In order to do that I had to come up with a way to create a temporary workspace. I also decided to finally get around to finishing a Shadow Cat and Cauldron-Born minifig that I got a few years ago.

This, somehow, got me thinking about R/C cars. Weirdly, the last time I put serious thought to one I also put serious thought to the other. There was a power outage in the summer of 2007 that lasted for the better part of a week. In order to pass the time I pulled out my BattleTech minifigs and my old Testors paint and painted (or, in a few cases, re-painted, including an Axeman that I’d completely and totally butchered but which is now one of my favorites) a bunch.
I was still seeing Amy at the time and I showed her what I was working on.
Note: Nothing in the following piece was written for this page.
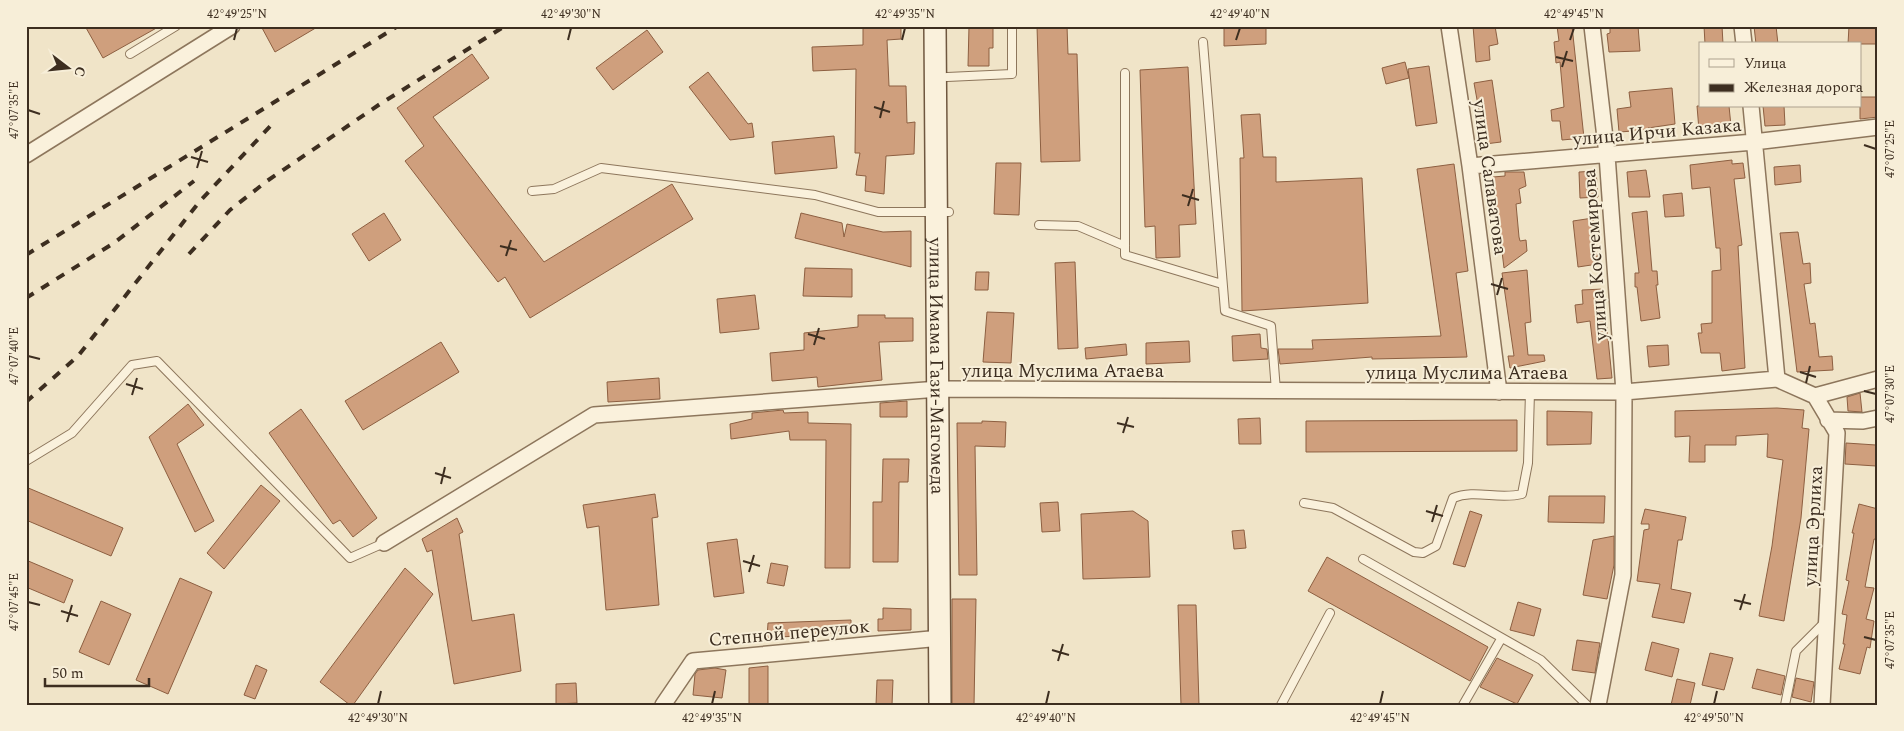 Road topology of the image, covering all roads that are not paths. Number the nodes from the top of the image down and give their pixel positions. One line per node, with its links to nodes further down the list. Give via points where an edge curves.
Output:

She, um, she didn’t get why I thought it was cool. At around that time I also pulled my R/C stuff out to see if it worked. I took my RS4-MT over to her place one night to show her what I was talking about. She was nonplussed, to say the least.
There’s probably a lesson to be learned here, but fuck if I know what it is.
[2]”Turns” are a strange and wondrous thing that I never fully understood. These were electric motors, so they consisted of a round can with magnets on the edge and a pole that went down the middle. Wire was wrapped around the pole and the amount of wire determined the turns. The higher the number of turns the slower the motor because, um, science, bitches. I guess. There was then a cut off somewhere in the neighborhood of 22-24 turns that switched from “stock” to “modified.” Modified motors were generally faster. They also had an additional signifier of “double,” “triple,” and, I suppose, “single.” What that means is…um…I don’t know. I mostly raced stock because stock motors were a lot cheaper than modified. I was also usually running in some sort of formalized class where we all used similar equipment and kept track of points throughout the year.
I developed loyalties in motors, much like I developed loyalties in speed controls. My ESCs were both Novak. My motors were either Trinity or Reedy unless I was required to run something else. The two best motors I had at the end were a Reedy Speedworks 17 turn modified and a Trinity Onyx 14 turn double from their SpeedGems series, which was the absolute shit.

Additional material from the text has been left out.